文化財保護法(1950年5月30日法律第214号 最終改正2007年3月30日法律第7号)
第六章 埋蔵文化財
「第九十三条 土木工事その他埋蔵文化財の調査以外の目的で、貝づか、古墳その他埋蔵文化財を包蔵する土地として周知されている土地(以下「周知の埋蔵文化財包蔵地」という。)を発掘しようとする場合には、前条第一項の規定を準用する。」
「第九十六条 土地の所有者又は占有者が出土品の出土等により貝づか、住居跡、古墳その他遺跡と認められるものを発見したときは、第九十二条第一項の規定による調査に当たつて発見した場合を除き、その現状を変更することなく、遅滞なく、文部科学省令の定める事項を記載した書面をもつて、その旨を文化庁長官に届け出なければならない。」(下線引用者)

93条では「埋蔵文化財を包蔵する土地として周知されている土地」という同じ単語が二度も繰り返されるような冗長句が用いられているのに、96条では一転して「遺跡」なる慣用語に置き換わってしまう。
あえて置き換える理由とは何か? まさか例示されている「貝づか、古墳」が「包蔵地」に相当し、これらに「住居跡」が加わると「遺跡」になるというものでもあるまい。
96条の「遺跡」の箇所に「埋蔵文化財包蔵地」を挿入しても何の問題も生じない。
両者の使い分けの基準が理解できない所以である。

このように法律用語として制定されたはずの「包蔵地」と一般社会での慣用語である「遺跡」が言い換え可能な如く、無原則に用いられている。このことは、以下のように法律の専門家の文章によっても確認される。

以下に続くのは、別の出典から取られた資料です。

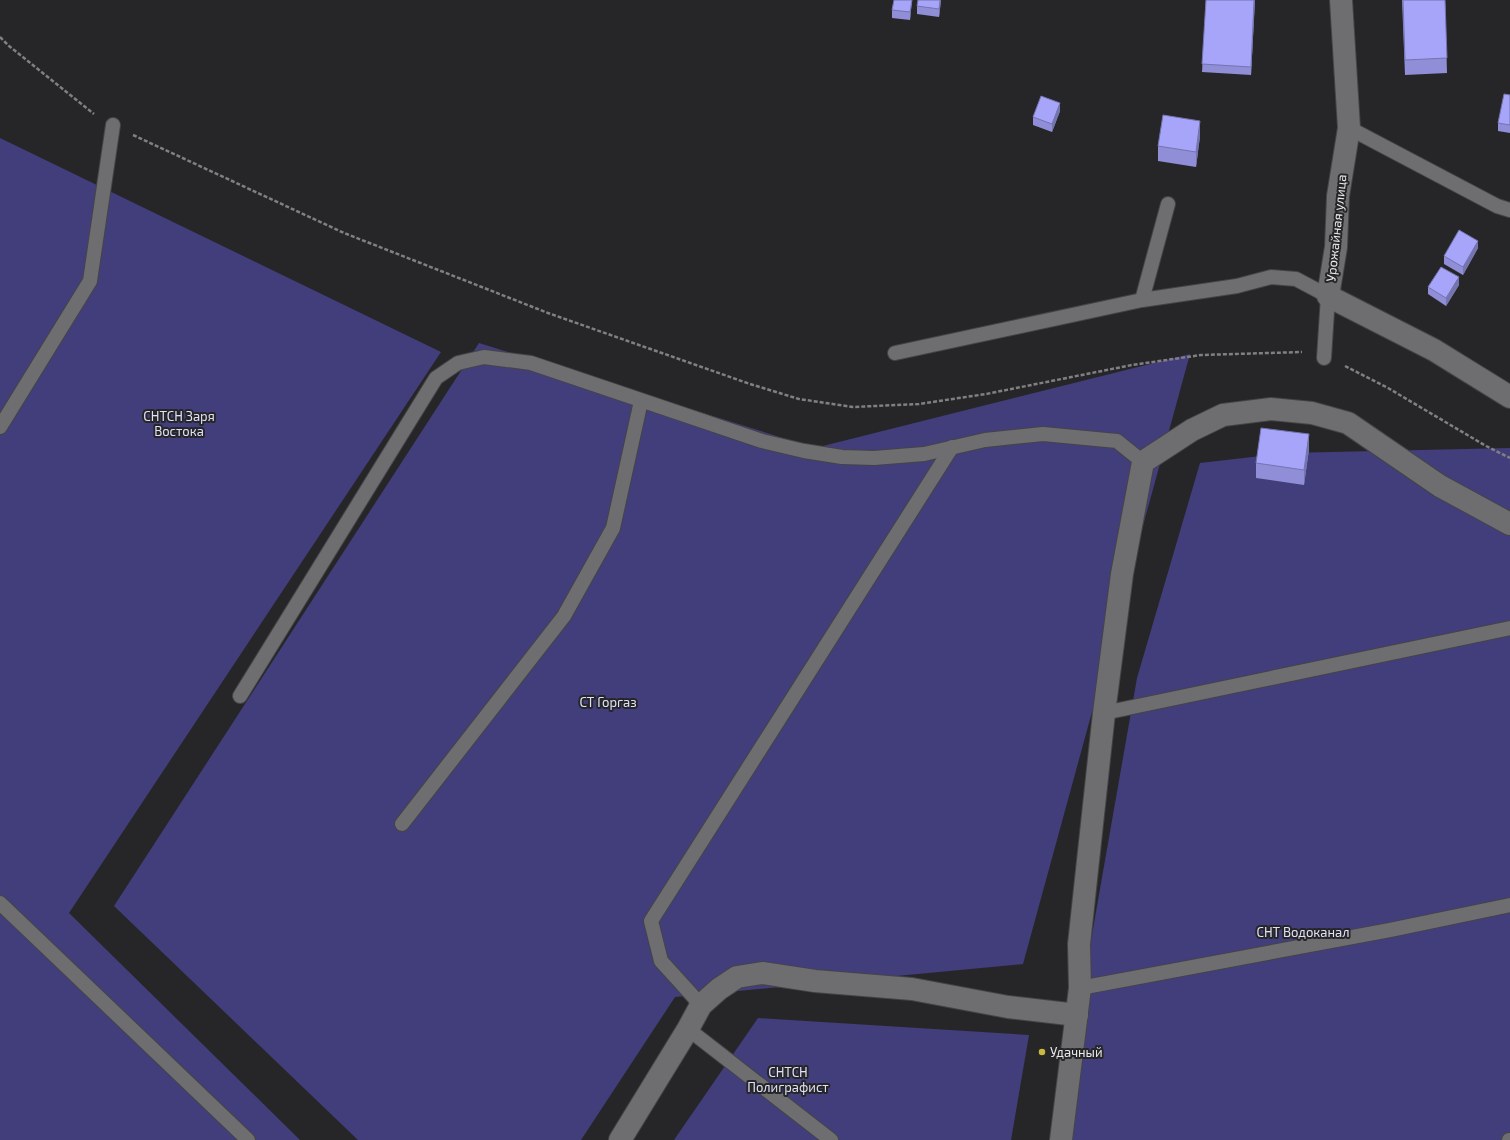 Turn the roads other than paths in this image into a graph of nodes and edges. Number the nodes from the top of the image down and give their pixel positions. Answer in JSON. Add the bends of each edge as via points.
{"nodes":[{"id":1,"x":1341,"y":0,"type":"edge"},
{"id":2,"x":113,"y":126,"type":"road end"},
{"id":3,"x":1349,"y":128,"type":"junction"},
{"id":4,"x":1168,"y":204,"type":"dead end"},
{"id":5,"x":1510,"y":210,"type":"edge"},
{"id":6,"x":1328,"y":296,"type":"junction"},
{"id":7,"x":1142,"y":300,"type":"junction"},
{"id":8,"x":895,"y":353,"type":"dead end"},
{"id":9,"x":1324,"y":358,"type":"road end"},
{"id":10,"x":1510,"y":397,"type":"edge"},
{"id":11,"x":641,"y":401,"type":"junction"},
{"id":12,"x":0,"y":427,"type":"edge"},
{"id":13,"x":952,"y":447,"type":"junction"},
{"id":14,"x":1143,"y":462,"type":"junction"},
{"id":15,"x":1510,"y":524,"type":"edge"},
{"id":16,"x":1510,"y":628,"type":"edge"},
{"id":17,"x":240,"y":696,"type":"dead end"},
{"id":18,"x":1104,"y":713,"type":"junction"},
{"id":19,"x":402,"y":824,"type":"dead end"},
{"id":20,"x":0,"y":903,"type":"edge"},
{"id":21,"x":1510,"y":905,"type":"edge"},
{"id":22,"x":1080,"y":988,"type":"junction"},
{"id":23,"x":701,"y":1005,"type":"junction"},
{"id":24,"x":1077,"y":1015,"type":"junction"},
{"id":25,"x":688,"y":1030,"type":"junction"},
{"id":26,"x":248,"y":1140,"type":"edge"},
{"id":27,"x":620,"y":1140,"type":"edge"},
{"id":28,"x":831,"y":1140,"type":"edge"},
{"id":29,"x":1061,"y":1140,"type":"edge"}],
"edges":[{"from":1,"to":3,"type":"street","name":"Урожайная улица"},
{"from":2,"to":12,"type":"lane","via":[[90,281]]},
{"from":3,"to":5,"type":"lane","via":[[1496,206]]},
{"from":3,"to":6,"type":"street","name":"Урожайная улица","via":[[1338,196],[1336,247]]},
{"from":4,"to":7,"type":"lane"},
{"from":6,"to":7,"type":"lane","via":[[1296,279],[1271,277],[1237,286]]},
{"from":6,"to":9,"type":"lane"},
{"from":6,"to":10,"type":"street","name":"Урожайная улица","via":[[1434,350]]},
{"from":7,"to":8,"type":"lane"},
{"from":11,"to":13,"type":"lane","via":[[762,441],[842,457],[874,458],[924,454]]},
{"from":11,"to":17,"type":"lane","via":[[531,364],[484,356],[458,363],[436,378]]},
{"from":11,"to":19,"type":"lane","via":[[613,528],[564,616]]},
{"from":13,"to":14,"type":"lane","via":[[985,440],[1043,434],[1117,441]]},
{"from":13,"to":23,"type":"lane","via":[[651,921],[661,961]]},
{"from":14,"to":15,"type":"street","via":[[1192,430],[1223,415],[1271,410],[1312,413],[1348,423],[1440,486]]},
{"from":14,"to":18,"type":"street","via":[[1122,574]]},
{"from":16,"to":18,"type":"lane"},
{"from":18,"to":22,"type":"street","via":[[1079,944]]},
{"from":20,"to":26,"type":"lane"},
{"from":21,"to":22,"type":"lane"},
{"from":22,"to":24,"type":"street"},
{"from":23,"to":24,"type":"street","via":[[737,977],[762,973],[815,981],[912,989],[1008,1007]]},
{"from":23,"to":25,"type":"street"},
{"from":24,"to":29,"type":"street"},
{"from":25,"to":27,"type":"street"},
{"from":25,"to":28,"type":"lane"}]}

「埋蔵文化財保護制度はその規模・範囲が全く(あるいは部分的にしか)わからないものを保護対象としており、保護措置としては埋蔵文化財そのものではなく、包蔵地(遺跡)に対するものが大部分をなしている。」(椎名慎太郎1977『精説 文化財保護法』:219.) 

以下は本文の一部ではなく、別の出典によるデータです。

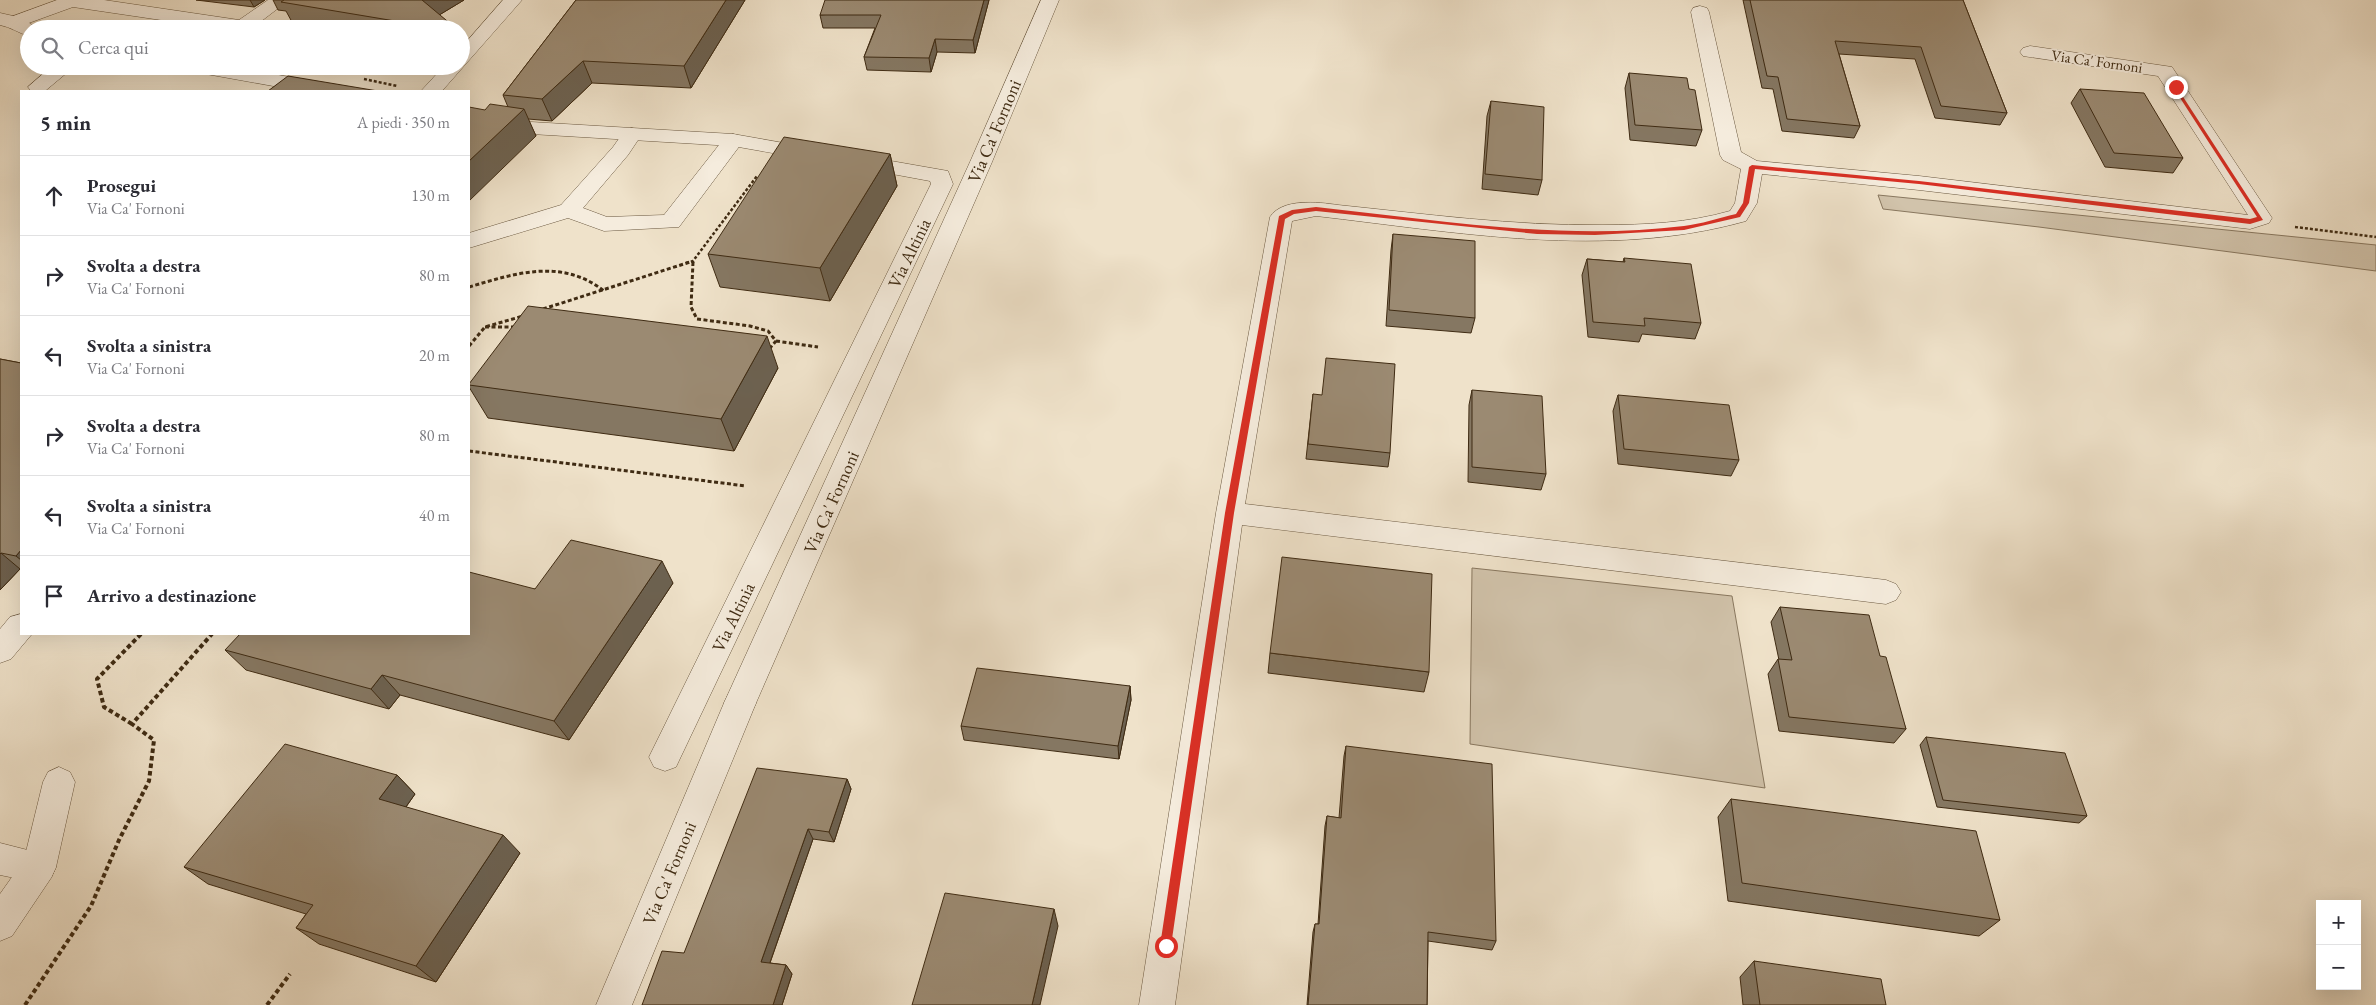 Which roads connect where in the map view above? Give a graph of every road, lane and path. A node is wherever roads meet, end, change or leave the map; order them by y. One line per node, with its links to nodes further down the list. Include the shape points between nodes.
1 (3, 0): 10 (street)
2 (73, 0): 7 (street); 8 (street)
3 (280, 0): 9 (street)
4 (514, 0): 11 (street)
5 (1050, 0): 56 (street, Via Ca' Fornoni, via 740,703)
6 (1700, 12): 22 (street, via 1731,155)
7 (25, 20)
8 (203, 20)
9 (251, 20)
10 (15, 24)
11 (470, 50)
12 (2030, 52): 25 (street, Via Ca' Fornoni, via 2165,71 2261,218)
13 (53, 75): 16 (street)
14 (245, 75): 17 (street)
15 (447, 75): 18 (street)
16 (38, 86)
17 (327, 90)
18 (432, 90)
19 (470, 117): 20 (street, Via Altinia, via 531,128)
20 (632, 134): 21 (street, Via Altinia); 24 (street, via 621,151)
21 (733, 140): 24 (street, via 671,222 604,224); 48 (street, Via Altinia, via 940,176 942,184)
22 (1752, 167): 25 (street, via 1919,182); 41 (street, via 1746,203 1738,216 1684,228 1595,233 1537,232 1316,209 1292,212 1281,218)
23 (757, 175): 28 (path)
24 (568, 210): 27 (street)
25 (2250, 222): 26 (path)
26 (2376, 237)
27 (470, 241)
28 (693, 261): 30 (path); 35 (path, via 690,307 697,320 750,326 768,331)
29 (470, 287): 30 (path, via 528,272 553,272 582,275)
30 (604, 291): 31 (path)
31 (540, 310)
32 (531, 313): 33 (path)
33 (485, 327): 34 (path); 36 (path)
34 (524, 327)
35 (776, 341): 37 (path); 38 (path)
36 (470, 345)
37 (818, 347)
38 (766, 353)
39 (470, 450): 40 (path)
40 (746, 486)
41 (1230, 513): 42 (street); 57 (street)
42 (1886, 592)
43 (20, 627): 46 (street)
44 (140, 635): 47 (path, via 97,679 104,706)
45 (211, 635): 47 (path)
46 (0, 650)
47 (132, 724): 54 (path, via 154,740 149,781 90,906)
48 (665, 757)
49 (59, 782): 51 (street)
50 (0, 859): 51 (street)
51 (39, 867): 52 (street)
52 (0, 924)
53 (290, 974): 55 (path)
54 (25, 1005)
55 (267, 1005)
56 (614, 1005)
57 (1157, 1005)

「行政上の包蔵地は、実線で囲むことを余儀なくされている。その「実線性」が、ここで言う「包蔵地」概念の肝であろう。
「遺跡」と「周知の包蔵地」は、最初から次元が異なる概念なのだ。
(中略)
「包蔵地」は、遺跡概念から離れては存立し得ない。遺跡概念に依拠しながらも、拘束されない。自律的でありながら、依存的でもある。「包蔵地」は「遺跡」概念との関係を意図的に曖昧にしているのかもしれない。混同は(明言はされまいが)歓迎される。」(marginBlog「包蔵地の実線性」【2009-04-23】)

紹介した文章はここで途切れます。